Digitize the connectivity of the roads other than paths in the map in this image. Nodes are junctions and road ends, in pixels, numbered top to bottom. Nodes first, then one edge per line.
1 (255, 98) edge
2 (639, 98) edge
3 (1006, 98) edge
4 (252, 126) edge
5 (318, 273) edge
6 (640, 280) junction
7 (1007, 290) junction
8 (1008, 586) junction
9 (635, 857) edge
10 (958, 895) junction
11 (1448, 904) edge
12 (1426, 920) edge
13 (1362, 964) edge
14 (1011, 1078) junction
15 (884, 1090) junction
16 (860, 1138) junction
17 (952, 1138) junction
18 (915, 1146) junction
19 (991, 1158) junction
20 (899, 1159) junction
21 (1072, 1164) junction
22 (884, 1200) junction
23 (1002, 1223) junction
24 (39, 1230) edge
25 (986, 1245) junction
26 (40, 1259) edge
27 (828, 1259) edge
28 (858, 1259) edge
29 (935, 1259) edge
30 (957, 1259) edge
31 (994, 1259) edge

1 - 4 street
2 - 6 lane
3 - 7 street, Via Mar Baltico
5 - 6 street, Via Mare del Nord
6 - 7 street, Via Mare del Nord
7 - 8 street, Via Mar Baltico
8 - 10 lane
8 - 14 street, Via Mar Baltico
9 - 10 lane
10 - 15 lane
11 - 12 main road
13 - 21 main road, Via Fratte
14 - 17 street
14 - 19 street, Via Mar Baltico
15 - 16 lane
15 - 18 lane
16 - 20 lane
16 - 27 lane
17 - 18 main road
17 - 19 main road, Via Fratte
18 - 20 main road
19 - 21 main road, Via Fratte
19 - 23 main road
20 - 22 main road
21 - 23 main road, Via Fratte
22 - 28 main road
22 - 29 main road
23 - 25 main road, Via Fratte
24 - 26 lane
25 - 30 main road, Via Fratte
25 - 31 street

----

Please show every line of the records that holds the word "Baltico".

3 - 7 street, Via Mar Baltico
7 - 8 street, Via Mar Baltico
8 - 14 street, Via Mar Baltico
14 - 19 street, Via Mar Baltico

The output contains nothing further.